I suggest using frame backpacks because they distribute the weight on your hips rather than your back. Camping and hiking are hobbies of mine, so I have a lot of frame backpacks, but you can build one if you don't want to buy a new one (do a Google search for a lot more information on that topic). I also suggest wearing backpacks correctly because if you don't, you'll really hurt your back.

The many options

You can build a backpack from many many things. Inflatable water containers like Solar Showers and water bags are common. Rigid options like PVC drain pipe, ABS pipe, solid water containers like the 2.5 gallon containers, and large containers for things such as cat litter are common as well. Camelback style water containers designed for backpacks are possibilities too. All you have to do is store the water in something, put it on some sort of backpack, and attach that to your water gun.

I am using a Solar Shower to construct this backpack. Solar Showers carry a lot of water (more than you will use, so do not fill them completely), are durable, and are cheap. The Solar Shower I bought cost less than $5.

Materials

The materials required are Solar Shower, a tubing coupler, a backpack, 4 tubing clamps, and some tubing. Variations of this design can be made, so you're not fixed into any specific sizes of each part. Solar Showers are sold at camping stores and in the outdoor section of many stores such as WalMart.

Building the backpack

Above are all the parts I have except for the tubing and tubing clamps.
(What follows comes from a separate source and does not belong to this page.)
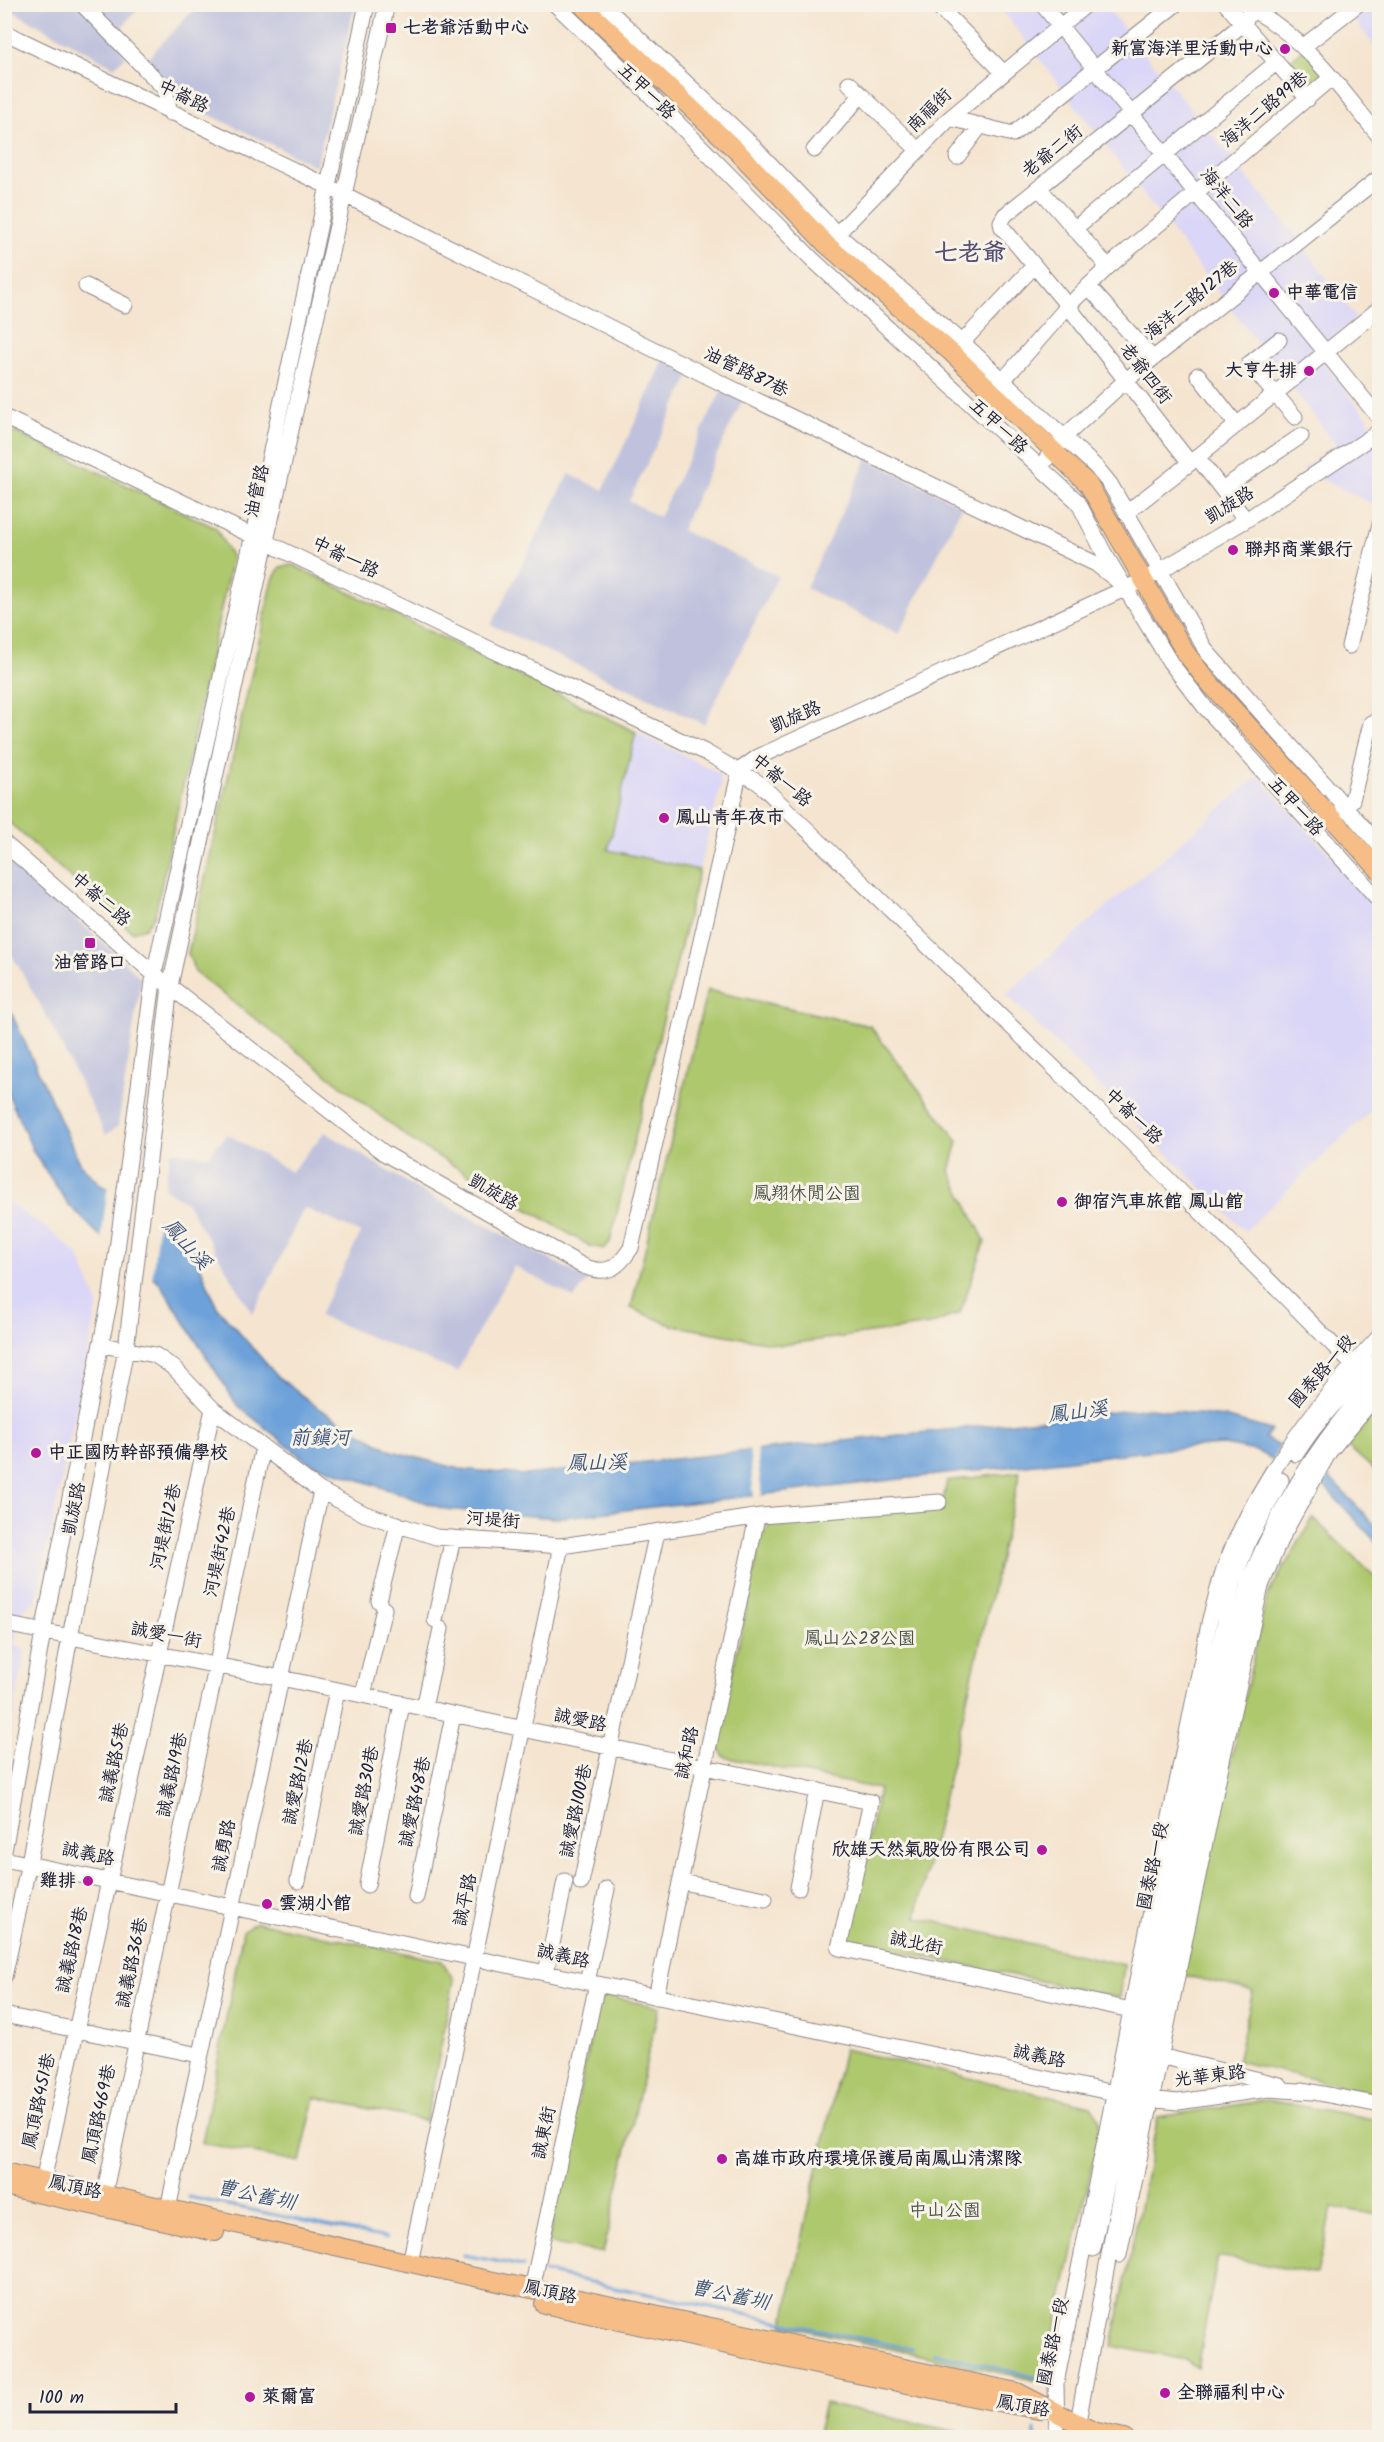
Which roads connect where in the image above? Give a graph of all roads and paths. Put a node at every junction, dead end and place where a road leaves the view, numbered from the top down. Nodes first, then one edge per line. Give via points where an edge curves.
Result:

The image above is the Solar Shower out of the box.

I cut the tube leading to the shower head off because I do not need the shower head.

Next I constructed a coupler from two tubing barbs and teflon tape. The coupler was then attached to each end of the tube and tubing clamps were added on.
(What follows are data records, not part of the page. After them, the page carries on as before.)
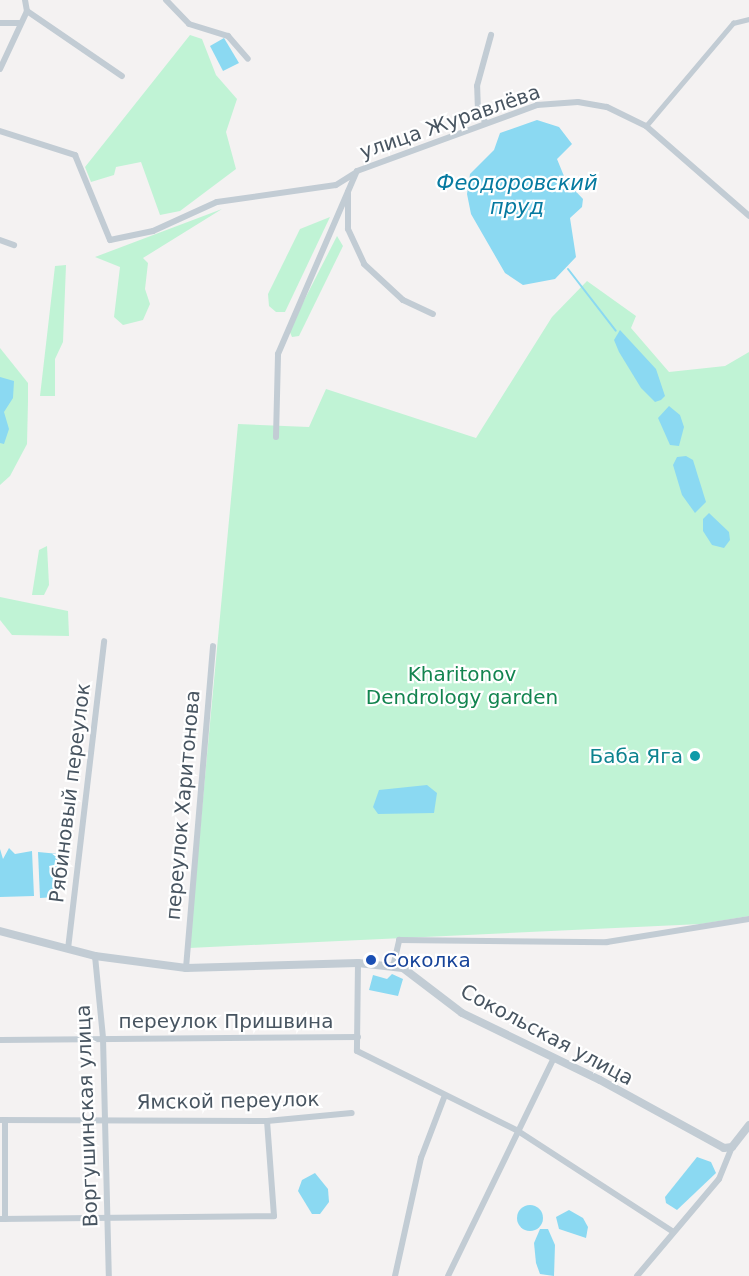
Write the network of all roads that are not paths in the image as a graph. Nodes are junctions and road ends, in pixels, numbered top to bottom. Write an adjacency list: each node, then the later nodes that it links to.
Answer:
1 (25, 0): 3 (street)
2 (166, 0): 8 (street)
3 (27, 11): 6 (street); 10 (street)
4 (749, 19): 12 (street)
5 (0, 23): 6 (street)
6 (19, 23): 9 (street)
7 (490, 35): 11 (street)
8 (248, 59)
9 (0, 69)
10 (122, 76)
11 (486, 123): 12 (street, улица Журавлёва); 14 (street, улица Журавлёва)
12 (646, 126): 16 (street, улица Журавлёва)
13 (0, 131): 14 (street)
14 (357, 171): 15 (street, улица Журавлёва)
15 (348, 188): 19 (street); 20 (street, улица Журавлёва)
16 (749, 216)
17 (0, 240): 18 (street)
18 (14, 245)
19 (433, 314)
20 (276, 438)
21 (104, 641): 25 (street, Рябиновый переулок)
22 (213, 645): 29 (street, переулок Харитонова)
23 (749, 919): 28 (street)
24 (0, 931): 25 (street, Сокольская улица)
25 (68, 949): 26 (street, Сокольская улица)
26 (95, 956): 29 (street, Сокольская улица); 31 (street, Воргушинская улица)
27 (358, 963): 28 (street, Сокольская улица); 29 (street, Сокольская улица); 30 (street)
28 (393, 967): 33 (street, Сокольская улица)
29 (186, 968)
30 (358, 1037): 31 (street, переулок Пришвина); 34 (street)
31 (103, 1038): 32 (street, переулок Пришвина); 37 (street, Воргушинская улица)
32 (0, 1040)
33 (554, 1058): 39 (street); 41 (street, Сокольская улица)
34 (445, 1095): 39 (street); 46 (street)
35 (352, 1113): 38 (street, Ямской переулок)
36 (3, 1120): 37 (street, Ямской переулок); 43 (street)
37 (106, 1120): 38 (street, Ямской переулок); 42 (street, Воргушинская улица)
38 (267, 1121): 42 (street)
39 (518, 1131): 44 (street); 47 (street)
40 (747, 1131): 41 (street)
41 (732, 1147): 44 (street)
42 (108, 1218): 43 (street); 45 (street, Воргушинская улица)
43 (2, 1219)
44 (672, 1232): 48 (street)
45 (109, 1276)
46 (395, 1276)
47 (448, 1276)
48 (637, 1276)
The backpack and a homemade water gun I used with it are above. The Solar Shower now can be attached to a frame backpack or put into a normal backpack.

Attaching

You have two many possibilities for attaching the backpack: attaching to the included water reservoir or removing the reservoir and attaching directly there. On homemade water guns you usually attach directly to the water gun with a tubing barb and a tubing clamp.

To attach to a built in reservoir, you can drill a hole in the top of the reservoir and epoxy a tube in that hole. Some people removed the caps and used a rubber stopper with a hole in it (for the tube) as a new cap. There's a lot of possibilities obviously.

To remove the reservoir and attach where the reservoir used to attach on a non-homemade water gun, you have to essentially epoxy the tube onto the old reservoir input. You also can devise a system with O-rings that is less permanent, but few opt for attaching directly to the internals.